Overall, small molecules have some significant advantages over large molecules in the treatment of CoNV. Biologic pharmaceuticals are drastically more costly than small molecules, therefore resulting in high consumer cost.[19] One reason for this is that analytical characterization of biologics is extremely challenging, requiring combination of numerous methods to ensure their stability and purity[20] whereas small molecules can be structurally verified through high resolution analytical techniques such as NMR spectroscopy.[21] In terms of drug delivery, small molecules can offer greater partitioning across ocular barriers. Oral administration is one of the most common methods of delivery that is noninvasive and patient compliance friendly.[22] However, biologics have poor uptake from the gut and poor absorption across ocular barriers, and therefore oral and other systemic delivery of such large size molecules are typically avoided when oral administration of small molecules can offer more favorable partitioning across ocular barriers.[23] Small molecules can also be formulated as topical eye drops allowing for targeted drug administration to the clinically accessible cornea. Topical administration has the advantage of being noninvasive, with low systemic absorption. Eye drops are easy to administer, and have fairly high compliance rates.[24] Additionally, many of the side effects associated with systemic administration of medications can be avoided with topical eye drop administration. The disadvantage to topical application is that there is decreased bioavailability of the drug by this route. Nanoparticles or other advanced formulation of small molecules may allow for better inhibition of CoNV.

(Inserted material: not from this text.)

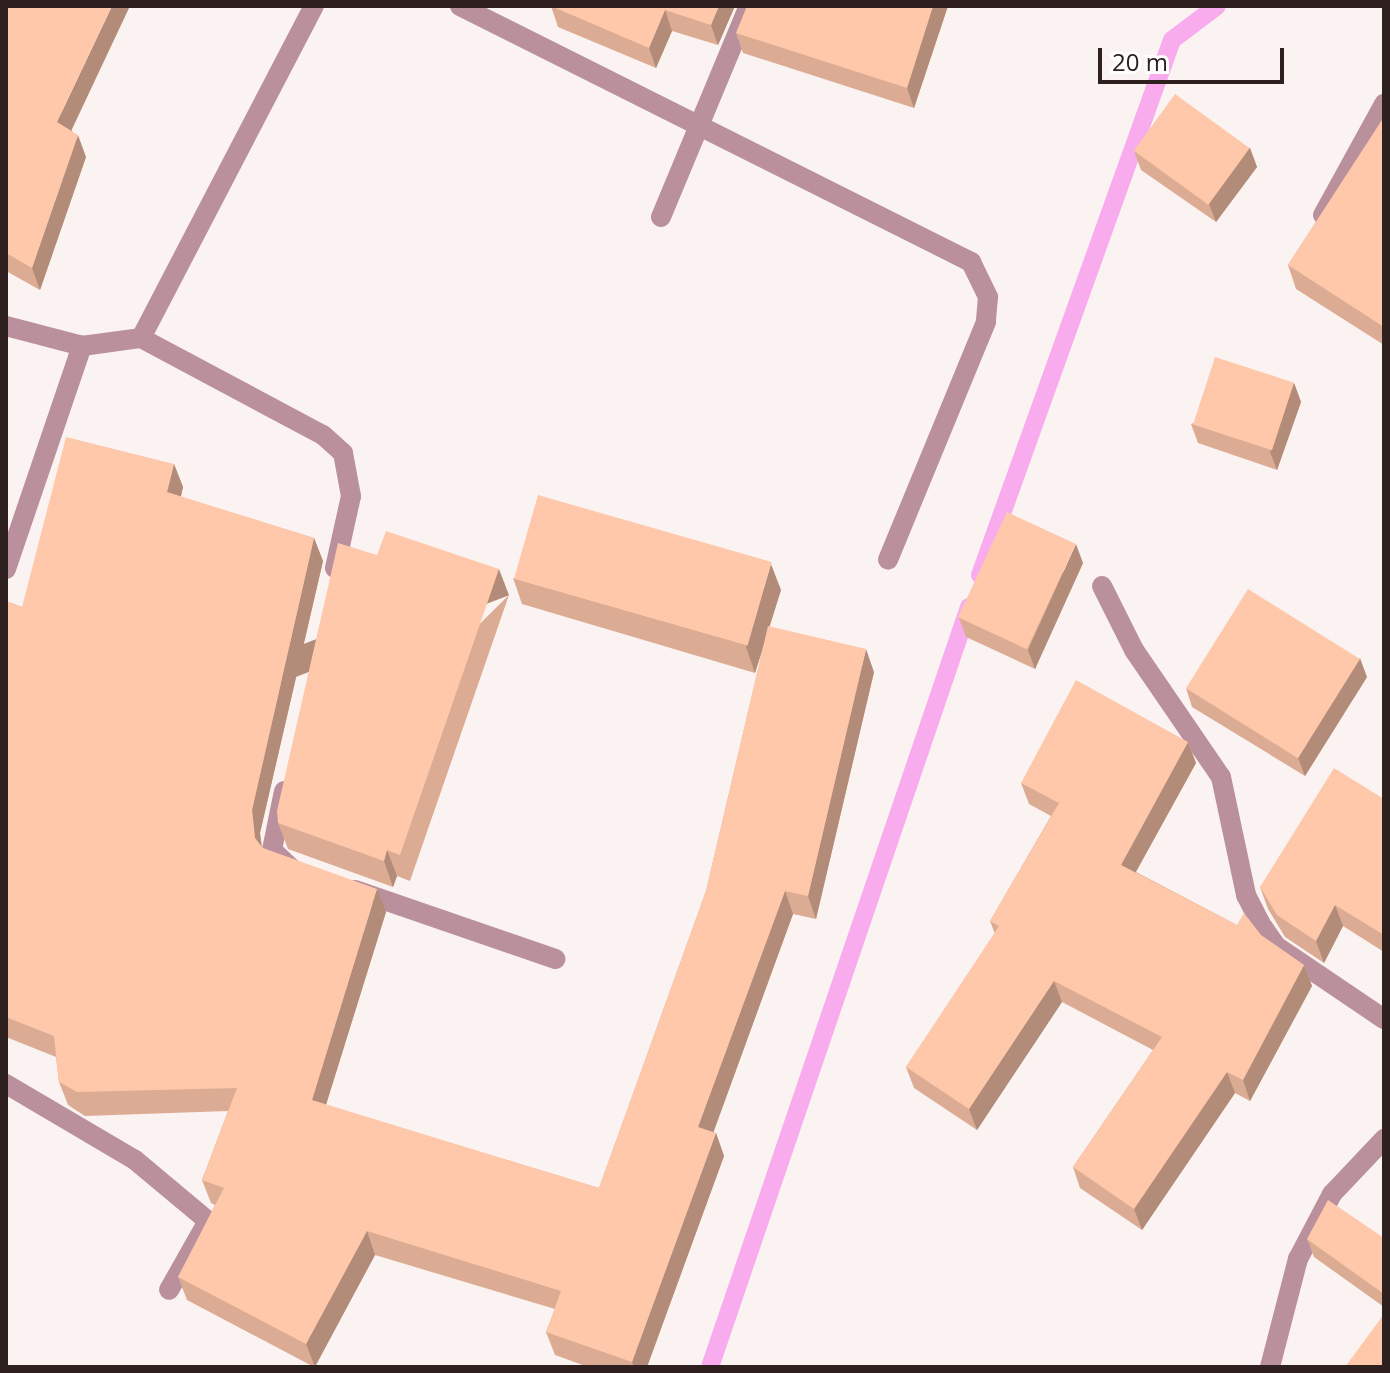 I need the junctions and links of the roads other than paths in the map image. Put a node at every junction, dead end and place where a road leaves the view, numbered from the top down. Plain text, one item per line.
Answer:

Many natural products such as the polyphenols and phytochemicals show suppression of CoNV; however, their exact antiangiogenic mechanisms and target proteins in CoNV inhibition are not yet known. This is largely due to the non-selectivity of natural products that allows for multitarget disease treatment. While further studies are needed to better understand the mechanism of natural products in CoNV, their non-selectivity provides a potential advantage of regulating multiple pathways that may be involved in the complex pathogenesis of CoNV.
Natural products have been studied for their antiangiogenic effects in multiple other disease states. For instance, many antiangiogenic natural products have been tested for their effect on cancer and posterior segment ocular angiogenesis.[25][26] More of those molecules that show potential in treating other angiogenic diseases could be tested in CoNV as well. Moreover, many CoNV studies focus on inhibiting the common pathways associated with vessel proliferation such as VEGF. However, other pathways have been discovered to be involved in angiogenesis. Therefore, these could be potential unexplored targets for blocking CoNV.
Polypharmacology can also have therapeutic benefits. Multitarget and combination therapies have the advantage of impacting different pathways involved in the pathogenesis of CoNV. Future development of effective CoNV therapies could benefit from combining existing methods with drug discovery of small molecules, repurposed drugs and natural products. Our current knowledge of the application of natural products and numerous small-molecule inhibitors in treating CoNV is limited to in vitro and preclinical in vivo studies but offers exciting potential in future translational studies to investigate their clinical efficacy and safety.